• EXERCISE BRIEF: An exact restatement of the data below, with the pictures removed, is the required answer.

Collected data
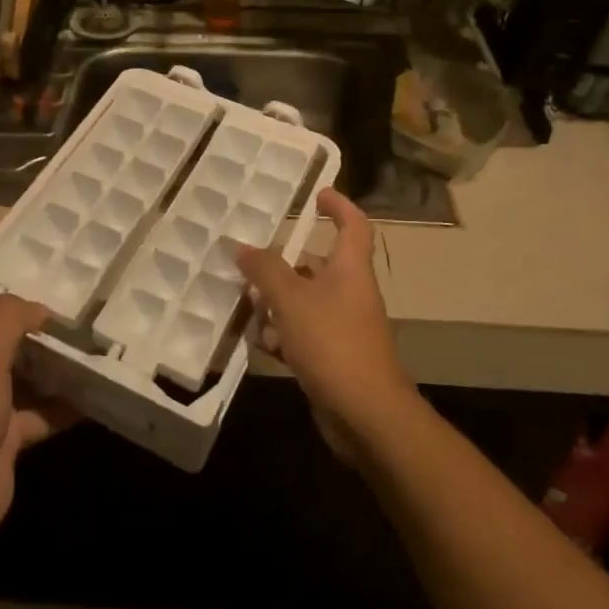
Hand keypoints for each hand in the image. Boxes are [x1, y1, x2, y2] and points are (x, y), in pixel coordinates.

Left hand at [0, 238, 72, 561]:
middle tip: (51, 288)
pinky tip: (97, 392)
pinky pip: (40, 409)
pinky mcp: (4, 434)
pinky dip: (65, 403)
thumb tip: (39, 308)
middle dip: (10, 306)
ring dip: (46, 354)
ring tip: (84, 334)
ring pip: (16, 366)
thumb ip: (8, 322)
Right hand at [235, 188, 416, 459]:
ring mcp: (343, 327)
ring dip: (277, 303)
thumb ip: (265, 270)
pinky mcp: (333, 357)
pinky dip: (282, 335)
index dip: (339, 206)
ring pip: (305, 302)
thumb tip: (242, 247)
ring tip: (245, 305)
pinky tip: (260, 344)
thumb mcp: (291, 300)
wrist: (365, 414)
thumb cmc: (332, 343)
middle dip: (284, 264)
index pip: (353, 226)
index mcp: (349, 270)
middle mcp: (350, 293)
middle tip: (251, 262)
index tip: (317, 194)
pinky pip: (303, 334)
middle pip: (318, 266)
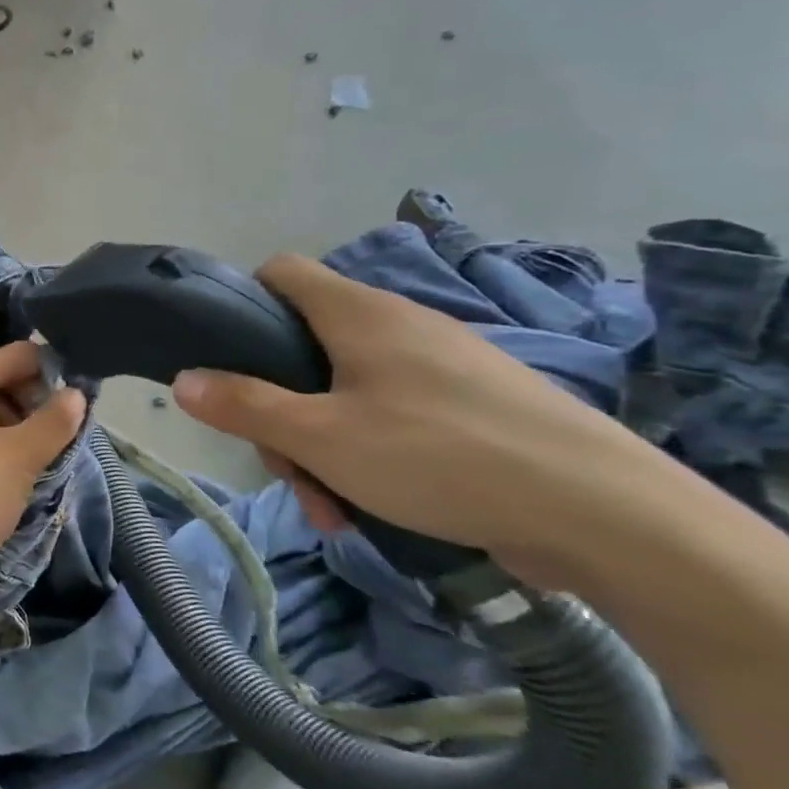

• EXERCISE ANSWER:
Hand keypoints for each hand in the image. Boxes are [x1, y1, x2, y2] and points are (x, y), in pixel coordinates.

Left hand at [0, 238, 72, 561]:
middle tip: (51, 288)
pinky tip: (97, 392)
pinky pip: (40, 409)
pinky mcp: (4, 434)
pinky dip: (65, 403)
thumb tip: (39, 308)
middle dip: (10, 306)
ring dip: (46, 354)
ring tip: (84, 334)
ring pip: (16, 366)
thumb ip: (8, 322)
Right hand at [235, 188, 416, 459]:
ring mcp: (343, 327)
ring dip: (277, 303)
thumb ip: (265, 270)
pinky mcp: (333, 357)
pinky dip: (282, 335)
index dip: (339, 206)
ring pip: (305, 302)
thumb tip: (242, 247)
ring tip: (245, 305)
pinky tip: (260, 344)
thumb mcp: (291, 300)
wrist: (365, 414)
thumb cmc: (332, 343)
middle dip: (284, 264)
index pip: (353, 226)
index mcp: (349, 270)
middle mcp: (350, 293)
middle tip: (251, 262)
index tip: (317, 194)
pinky pip: (303, 334)
middle pip: (318, 266)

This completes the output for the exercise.